A long flatbed truck comes down our rough stone driveway. It barely clears the lowest branches of a pair of live oaks. A hefty forklift is appended to the back of the truck, increasing the odds of accidental mayhem.
I grind my teeth a bit.
The truck is here to deliver lumber and related supplies. We’re building a large and covered extension of the front deck on the Mahal. That’s the name we’ve given the renovated singlewide we use as a guest house and, sometimes, office.
My wife and I live a hundred feet away in another singlewide that we’ve named the Taj. That choice narrowly won against calling them Country and Western or Fat and Chance. Someday, I’ll tell you what we’ve named the washer and dryer.
The truck might be enormous, but its load seems small. It’s a clear indication that buying lumber is a lot like buying candy bars — the load keeps getting smaller, but the price keeps going up. As $3,000 candy bars go, this one seems way short on chocolate.
The driver of the truck (and forklift) is a surprise. Her name is Melody. No relation to Earl or any of the other guys with a name appliqued on their gray work shirts. Melody is 35. She has been driving for the lumber yard for three years. She’s building her skills so she can use her 18-wheeler.
Yes, you read that right. Her 18-wheeler.
So how exactly does a young woman happen to own an 18-wheeler?
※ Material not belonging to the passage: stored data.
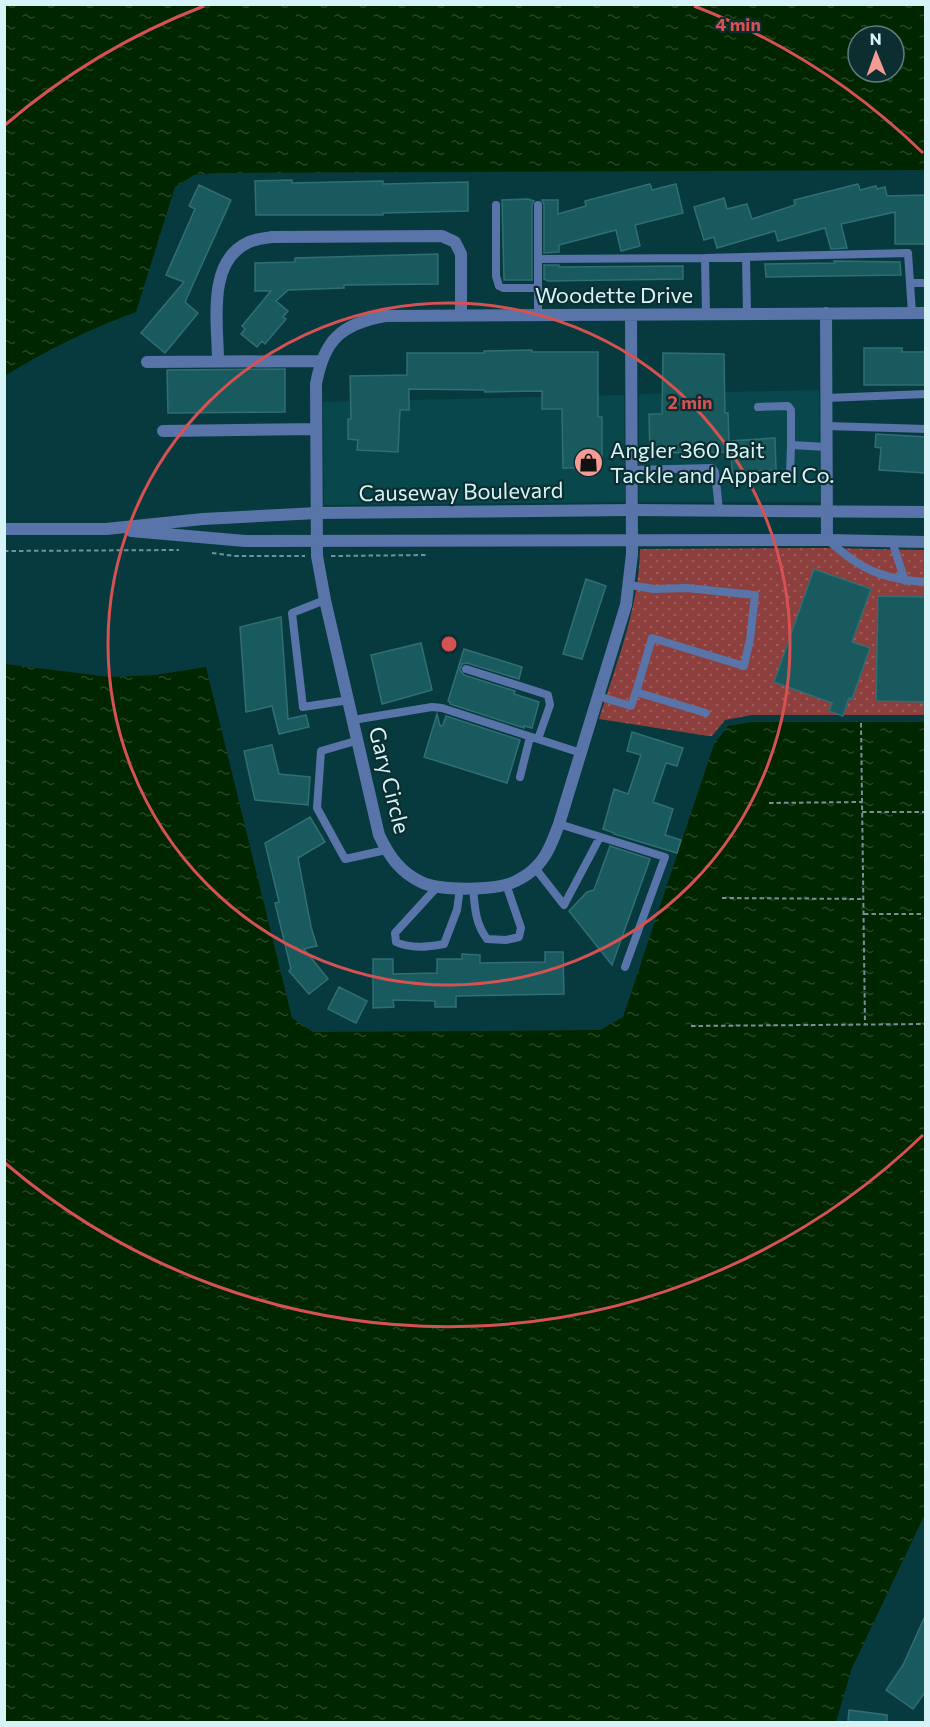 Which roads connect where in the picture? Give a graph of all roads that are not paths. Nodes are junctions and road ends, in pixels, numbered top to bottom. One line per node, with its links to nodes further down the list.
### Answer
1 (496, 205): 8 (lane)
2 (538, 205): 5 (lane)
3 (746, 257): 4 (lane); 6 (lane); 13 (lane)
4 (705, 258): 5 (lane); 12 (lane)
5 (538, 259): 8 (lane)
6 (910, 283): 7 (lane); 10 (lane)
7 (926, 283)
8 (538, 288): 15 (lane)
9 (826, 313): 10 (street, Woodette Drive); 13 (street, Woodette Drive); 21 (street)
10 (912, 313): 11 (street, Woodette Drive)
11 (926, 313)
12 (706, 314): 13 (street, Woodette Drive); 16 (street, Woodette Drive)
13 (747, 314)
14 (461, 315): 15 (street, Woodette Drive); 17 (street); 18 (street, Woodette Drive)
15 (538, 315): 16 (street, Woodette Drive)
16 (631, 315): 29 (street, Gary Circle)
17 (218, 361): 18 (street); 19 (street)
18 (320, 361): 24 (street, Gary Circle)
19 (147, 362)
20 (926, 394): 21 (lane)
21 (826, 398): 23 (street)
22 (758, 407): 27 (lane)
23 (826, 426): 25 (lane); 28 (street)
24 (316, 429): 26 (street); 35 (street, Gary Circle)
25 (926, 429)
26 (163, 431)
27 (791, 446): 28 (lane); 30 (lane)
28 (827, 447): 33 (street)
29 (632, 470): 31 (street, Gary Circle); 32 (lane)
30 (790, 475)
31 (632, 510): 32 (street, Causeway Boulevard); 35 (street, Causeway Boulevard); 38 (street, Gary Circle)
32 (719, 510): 33 (street, Causeway Boulevard)
33 (827, 510): 34 (street, Causeway Boulevard); 39 (street)
34 (926, 512)
35 (316, 513): 37 (street, Causeway Boulevard); 41 (street, Gary Circle)
36 (4, 529): 37 (street, Causeway Boulevard)
37 (106, 529): 41 (street, Causeway Boulevard)
38 (632, 540): 39 (street, Causeway Boulevard); 41 (street, Causeway Boulevard); 45 (street, Gary Circle)
39 (827, 540): 40 (street, Causeway Boulevard); 43 (lane)
40 (892, 541): 42 (street, Causeway Boulevard); 43 (lane)
41 (317, 542): 46 (street, Gary Circle)
42 (926, 542)
43 (905, 581): 44 (lane)
44 (926, 582)
45 (630, 585): 48 (lane); 49 (street, Gary Circle)
46 (325, 600): 50 (street, Gary Circle); 50 (lane)
47 (466, 669): 53 (lane)
48 (636, 692): 49 (lane); 51 (lane)
49 (598, 696): 55 (street, Gary Circle)
50 (349, 700): 52 (street, Gary Circle)
51 (706, 713)
52 (353, 720): 53 (lane); 54 (street, Gary Circle)
53 (534, 738): 55 (lane); 56 (lane)
54 (359, 740): 59 (street, Gary Circle); 59 (lane)
55 (581, 753): 57 (street, Gary Circle)
56 (520, 777)
57 (559, 824): 58 (lane); 60 (street, Gary Circle)
58 (600, 837): 60 (lane); 65 (lane)
59 (386, 850): 62 (street, Gary Circle)
60 (535, 868): 61 (street, Gary Circle)
61 (506, 884): 64 (street, Gary Circle); 64 (lane)
62 (438, 886): 63 (street, Gary Circle); 63 (lane)
63 (460, 888): 64 (street, Gary Circle)
64 (473, 888)
65 (626, 967) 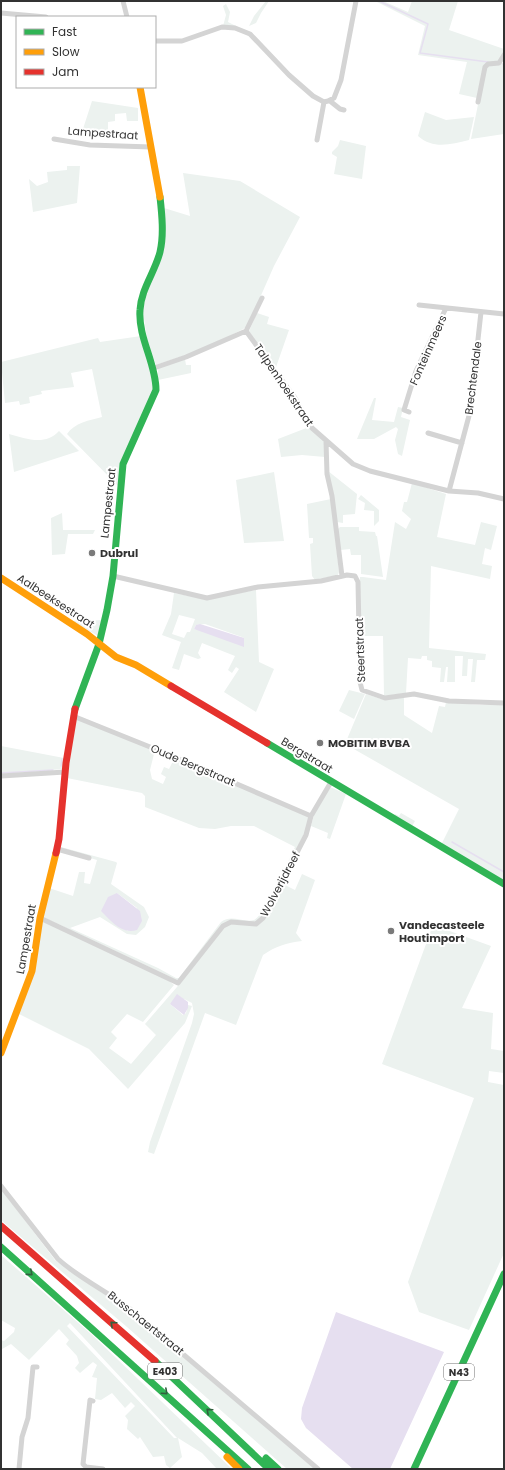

By misfortune. Both her parents, who owned the rig, died in their 50s from COVID-19.
Melody takes the load off in three trips, adroitly avoiding a fence, a power pole and existing deck. She places the materials in three discrete bundles adjacent to the build site. Stan, a philosophically minded carpenter who has become a friend, will have the deck built in a week. Faster, if I don’t volunteer to help.
I’m telling you all this for a reason.
Things change.
Real change is a bit like Hemingway’s description of how bankruptcy occurs in “The Sun Also Rises”: “Gradually, and then suddenly.”
Change doesn’t seem to be happening and then, measured on a historical timescale, it’s all different. It happened overnight.
According to FRED, the database website of the St. Louis Federal Reserve Bank, women accounted for only 31.6% of nonfarm employment in 1964. Back then most women had three kinds of job choices. They could be nurses, teachers or clerical workers. Women who went to college, it was said, were doing it to land a husband with good prospects.
My first wife went to a Boston finishing school where the unofficial motto was “A Ring by Spring or Double Your Money Back.” Brownies were served during exams.
Things change.
By the mid-1970s, one of my first newspaper columns was titled “Sex Inflation.” It estimated, tongue-in-cheek, the scary impact on inflation if the growing numbers of women in the workforce were paid as much as men. It also suggested that women might be taking the lion’s share of new jobs by simple, old-fashioned price cutting.
It’s no fun, but price cutting worked for my maternal grandfather, Charlie Mahoney, back when signs read “No Irishmen need apply.”
By the early 1990s, women accounted for about 47% of all nonfarm employment, a portion that basically flat-lined until it starting to rise again in 2006. Women held a narrow majority of all jobs, 50.1%, in December 2019. That’s an all-time high. Today, women hold 49.9%.
Just as Melody is driving a big-time truck, other women have totally busted out of their old employment gulags.
Here are a few examples:
- In 2019, women accounted for half of all medical school students for the first time. By 2022, they accounted for 53.8%.
- At the Massachusetts Institute of Technology, women now account for 48% of all undergraduates.
- In Texas, the percentage of undergraduate women in STEM (science, technology, engineering and mathematics) is higher at UT Austin, Rice and A&M than most other major universities.
Did the change happen fast enough? Not if you were waiting for change.
Did it happen fast? Yes, suddenly it was just about done. It’s a wonderful change.
If we step away from the Grievance Society that we’ve become, we can bask for a few moments in what has, suddenly, been accomplished.